What does it mean to be a sysadmin hero?

Image by:

By Jason van Gumster via GitLab, CC BY-SA 4.0 International

Sysadmins spend a lot of time preventing and fixing problems. There are certainly times when a sysadmin becomes a hero, whether to their team, department, company, or the general public, though the people they "saved" from trouble may never even know.

Enjoy these two stories from the community on sysadmin heroics. What does it mean to you?

I worked as a system administrator for a contract with the Army National Guard in the early 2000s. I was involved in a project to pilot a new content management system. This system would enable distribution of online educational materials to classrooms across the country. The state of Montana was chosen for the initial pilot and test phase. I traveled to Montana and deployed several servers running Red Hat Linux plus the content management software in their data centers.

A few days later, I received a call at my regular office from a worried guardsman with urgent news. One of the servers would not boot. Due to the circumstances, there was no way to easily troubleshoot.
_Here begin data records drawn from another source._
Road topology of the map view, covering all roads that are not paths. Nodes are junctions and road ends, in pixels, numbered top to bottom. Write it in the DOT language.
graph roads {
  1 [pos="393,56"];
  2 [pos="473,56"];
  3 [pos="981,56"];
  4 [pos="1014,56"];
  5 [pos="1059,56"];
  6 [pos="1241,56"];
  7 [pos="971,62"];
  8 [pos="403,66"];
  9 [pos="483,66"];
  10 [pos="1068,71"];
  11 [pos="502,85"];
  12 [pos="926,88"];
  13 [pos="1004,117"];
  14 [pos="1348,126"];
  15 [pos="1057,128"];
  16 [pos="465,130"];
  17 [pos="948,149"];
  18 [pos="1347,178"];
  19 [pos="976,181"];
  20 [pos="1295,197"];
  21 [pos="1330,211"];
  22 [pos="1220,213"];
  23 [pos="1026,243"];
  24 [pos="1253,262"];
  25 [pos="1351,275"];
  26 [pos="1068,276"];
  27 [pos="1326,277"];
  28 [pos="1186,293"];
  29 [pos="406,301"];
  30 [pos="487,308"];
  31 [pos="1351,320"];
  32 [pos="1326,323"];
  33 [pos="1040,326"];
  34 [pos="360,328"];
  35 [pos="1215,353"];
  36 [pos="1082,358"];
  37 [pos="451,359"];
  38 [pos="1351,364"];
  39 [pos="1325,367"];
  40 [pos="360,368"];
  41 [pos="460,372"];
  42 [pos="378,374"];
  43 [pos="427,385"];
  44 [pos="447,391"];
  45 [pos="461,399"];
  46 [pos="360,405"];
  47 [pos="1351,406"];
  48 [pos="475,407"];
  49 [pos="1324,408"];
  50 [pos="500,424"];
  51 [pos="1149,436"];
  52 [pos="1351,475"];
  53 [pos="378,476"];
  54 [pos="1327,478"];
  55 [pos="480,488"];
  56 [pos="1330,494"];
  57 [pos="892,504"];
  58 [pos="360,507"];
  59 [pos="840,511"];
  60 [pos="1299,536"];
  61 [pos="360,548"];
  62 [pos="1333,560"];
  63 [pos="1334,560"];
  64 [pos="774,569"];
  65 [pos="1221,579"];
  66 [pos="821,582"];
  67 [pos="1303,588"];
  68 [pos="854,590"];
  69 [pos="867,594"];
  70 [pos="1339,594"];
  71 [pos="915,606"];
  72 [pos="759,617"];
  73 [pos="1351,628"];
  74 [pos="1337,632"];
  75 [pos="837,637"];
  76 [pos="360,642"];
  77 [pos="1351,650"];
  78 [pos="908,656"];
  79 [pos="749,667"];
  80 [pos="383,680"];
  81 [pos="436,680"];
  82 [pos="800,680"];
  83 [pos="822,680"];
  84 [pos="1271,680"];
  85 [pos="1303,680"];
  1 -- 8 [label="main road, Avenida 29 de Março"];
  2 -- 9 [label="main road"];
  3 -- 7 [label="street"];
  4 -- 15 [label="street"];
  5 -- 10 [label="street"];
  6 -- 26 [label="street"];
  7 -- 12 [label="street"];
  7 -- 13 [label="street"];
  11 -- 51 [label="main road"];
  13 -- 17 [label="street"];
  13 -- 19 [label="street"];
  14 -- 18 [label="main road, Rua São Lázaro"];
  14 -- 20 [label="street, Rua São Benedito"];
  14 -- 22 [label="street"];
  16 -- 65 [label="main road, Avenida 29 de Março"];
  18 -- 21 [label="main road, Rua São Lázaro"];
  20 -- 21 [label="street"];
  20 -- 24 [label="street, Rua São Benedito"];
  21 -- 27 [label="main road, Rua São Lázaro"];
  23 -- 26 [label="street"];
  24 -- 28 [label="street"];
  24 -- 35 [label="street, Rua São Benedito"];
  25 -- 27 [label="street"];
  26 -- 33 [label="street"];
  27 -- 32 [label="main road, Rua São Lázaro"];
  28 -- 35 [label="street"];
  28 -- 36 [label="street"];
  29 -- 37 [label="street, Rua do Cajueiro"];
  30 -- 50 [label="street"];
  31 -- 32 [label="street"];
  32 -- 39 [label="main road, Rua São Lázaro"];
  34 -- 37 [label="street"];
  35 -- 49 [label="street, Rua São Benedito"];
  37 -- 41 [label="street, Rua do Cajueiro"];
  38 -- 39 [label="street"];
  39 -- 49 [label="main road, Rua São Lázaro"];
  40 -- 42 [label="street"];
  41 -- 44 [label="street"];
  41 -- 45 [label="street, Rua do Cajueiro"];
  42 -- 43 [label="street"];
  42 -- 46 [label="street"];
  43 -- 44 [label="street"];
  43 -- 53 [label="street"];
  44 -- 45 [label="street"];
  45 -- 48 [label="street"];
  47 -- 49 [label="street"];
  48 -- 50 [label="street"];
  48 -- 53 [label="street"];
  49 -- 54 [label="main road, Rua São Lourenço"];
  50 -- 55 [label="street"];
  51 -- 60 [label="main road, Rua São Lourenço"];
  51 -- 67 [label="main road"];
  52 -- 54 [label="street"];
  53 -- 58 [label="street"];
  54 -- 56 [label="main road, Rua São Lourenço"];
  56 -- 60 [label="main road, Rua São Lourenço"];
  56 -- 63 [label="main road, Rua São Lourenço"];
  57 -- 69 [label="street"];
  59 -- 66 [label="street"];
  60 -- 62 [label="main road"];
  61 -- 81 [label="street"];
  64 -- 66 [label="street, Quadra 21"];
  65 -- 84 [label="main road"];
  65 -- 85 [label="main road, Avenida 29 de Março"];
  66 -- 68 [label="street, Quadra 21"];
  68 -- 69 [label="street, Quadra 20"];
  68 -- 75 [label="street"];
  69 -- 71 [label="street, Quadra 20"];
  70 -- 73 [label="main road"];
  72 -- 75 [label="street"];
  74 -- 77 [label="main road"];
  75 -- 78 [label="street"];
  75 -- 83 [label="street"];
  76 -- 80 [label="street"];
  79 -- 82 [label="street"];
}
The testing was scheduled to commence the following week, which left little time to get the server back online. A delay in the project would be costly. I needed to solve the problem fast. Fortunately, we had several identical servers in our local data center. I used one of them to reinstall the operating system and applications, and then configured it identically to the problem server back in Montana. I then pulled the hard drive, packed it safely, and overnighted it to the Montana National Guard Armory.

The guardsman called me the next morning to say he had the replacement drive. I instructed him on how to remove and replace the boot drive. After doing so, he pressed the power button. We waited for several silent seconds before he informed me that he could see lights and hear the sound of drive activity. I began pinging the server and after a few positive responses, I was able to SSH into it. This was a great sign!

Everyone was relieved that the server was online again so that testing could get underway.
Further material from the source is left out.